WORK REQUIRED
Using the material below, copy every line where "roads" appears.

GIVEN ENTRIES

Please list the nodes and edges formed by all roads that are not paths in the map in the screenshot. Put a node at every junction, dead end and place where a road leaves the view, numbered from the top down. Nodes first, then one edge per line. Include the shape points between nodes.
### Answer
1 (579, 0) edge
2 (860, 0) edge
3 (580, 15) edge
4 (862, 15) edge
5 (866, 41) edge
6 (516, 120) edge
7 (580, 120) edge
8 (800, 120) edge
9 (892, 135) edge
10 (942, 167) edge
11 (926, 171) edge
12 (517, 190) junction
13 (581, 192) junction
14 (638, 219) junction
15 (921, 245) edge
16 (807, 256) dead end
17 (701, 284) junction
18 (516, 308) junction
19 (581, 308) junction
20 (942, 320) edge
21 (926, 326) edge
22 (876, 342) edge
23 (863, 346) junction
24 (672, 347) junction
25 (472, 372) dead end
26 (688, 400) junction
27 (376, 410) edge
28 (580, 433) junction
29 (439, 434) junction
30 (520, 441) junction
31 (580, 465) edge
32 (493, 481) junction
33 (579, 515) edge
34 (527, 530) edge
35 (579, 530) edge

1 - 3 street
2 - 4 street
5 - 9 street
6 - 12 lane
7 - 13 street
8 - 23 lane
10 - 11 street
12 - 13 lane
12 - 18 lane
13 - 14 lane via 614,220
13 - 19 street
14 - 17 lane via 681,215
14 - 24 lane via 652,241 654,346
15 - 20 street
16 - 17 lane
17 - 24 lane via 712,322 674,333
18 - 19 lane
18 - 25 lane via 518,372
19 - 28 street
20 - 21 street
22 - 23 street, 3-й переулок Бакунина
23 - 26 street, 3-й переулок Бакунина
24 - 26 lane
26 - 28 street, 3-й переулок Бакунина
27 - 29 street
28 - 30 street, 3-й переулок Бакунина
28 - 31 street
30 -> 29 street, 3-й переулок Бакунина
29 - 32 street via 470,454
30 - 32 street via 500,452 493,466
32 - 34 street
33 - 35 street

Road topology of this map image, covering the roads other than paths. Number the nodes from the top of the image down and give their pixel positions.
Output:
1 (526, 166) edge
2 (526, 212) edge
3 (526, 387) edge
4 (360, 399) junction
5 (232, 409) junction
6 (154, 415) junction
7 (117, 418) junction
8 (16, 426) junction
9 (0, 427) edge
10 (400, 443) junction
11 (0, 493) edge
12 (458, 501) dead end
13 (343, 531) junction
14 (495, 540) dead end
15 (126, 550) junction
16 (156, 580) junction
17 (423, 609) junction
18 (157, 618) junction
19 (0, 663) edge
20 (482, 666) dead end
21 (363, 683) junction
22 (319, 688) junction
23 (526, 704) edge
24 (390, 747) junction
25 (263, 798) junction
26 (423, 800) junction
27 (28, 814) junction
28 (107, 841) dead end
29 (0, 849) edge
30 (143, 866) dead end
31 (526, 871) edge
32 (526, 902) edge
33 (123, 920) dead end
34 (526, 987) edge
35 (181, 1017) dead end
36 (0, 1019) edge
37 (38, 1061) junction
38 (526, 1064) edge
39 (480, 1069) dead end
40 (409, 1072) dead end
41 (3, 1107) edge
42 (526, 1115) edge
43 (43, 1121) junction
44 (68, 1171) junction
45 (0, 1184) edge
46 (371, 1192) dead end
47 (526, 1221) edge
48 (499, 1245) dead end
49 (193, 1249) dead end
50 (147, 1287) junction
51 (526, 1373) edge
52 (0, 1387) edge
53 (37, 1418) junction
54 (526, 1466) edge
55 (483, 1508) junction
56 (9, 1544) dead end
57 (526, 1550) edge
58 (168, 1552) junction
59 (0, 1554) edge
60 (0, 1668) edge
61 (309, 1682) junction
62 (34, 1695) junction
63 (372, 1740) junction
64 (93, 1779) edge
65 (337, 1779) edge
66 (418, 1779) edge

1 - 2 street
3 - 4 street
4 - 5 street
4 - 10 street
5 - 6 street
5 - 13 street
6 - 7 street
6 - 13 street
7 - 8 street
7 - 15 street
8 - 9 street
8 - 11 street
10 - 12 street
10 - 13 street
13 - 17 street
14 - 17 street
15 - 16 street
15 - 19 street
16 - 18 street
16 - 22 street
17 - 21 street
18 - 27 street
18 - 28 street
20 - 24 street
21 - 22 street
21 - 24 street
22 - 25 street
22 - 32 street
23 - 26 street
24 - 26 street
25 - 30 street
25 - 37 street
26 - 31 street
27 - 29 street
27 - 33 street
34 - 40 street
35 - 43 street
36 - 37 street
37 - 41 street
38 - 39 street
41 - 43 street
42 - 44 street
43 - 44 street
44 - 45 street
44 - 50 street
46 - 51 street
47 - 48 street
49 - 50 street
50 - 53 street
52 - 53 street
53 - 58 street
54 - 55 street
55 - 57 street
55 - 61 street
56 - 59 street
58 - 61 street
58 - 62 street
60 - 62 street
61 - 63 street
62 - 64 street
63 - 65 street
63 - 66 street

SOLUTION BELOW
Please list the nodes and edges formed by all roads that are not paths in the map in the screenshot. Put a node at every junction, dead end and place where a road leaves the view, numbered from the top down. Nodes first, then one edge per line. Include the shape points between nodes.
Road topology of this map image, covering the roads other than paths. Number the nodes from the top of the image down and give their pixel positions.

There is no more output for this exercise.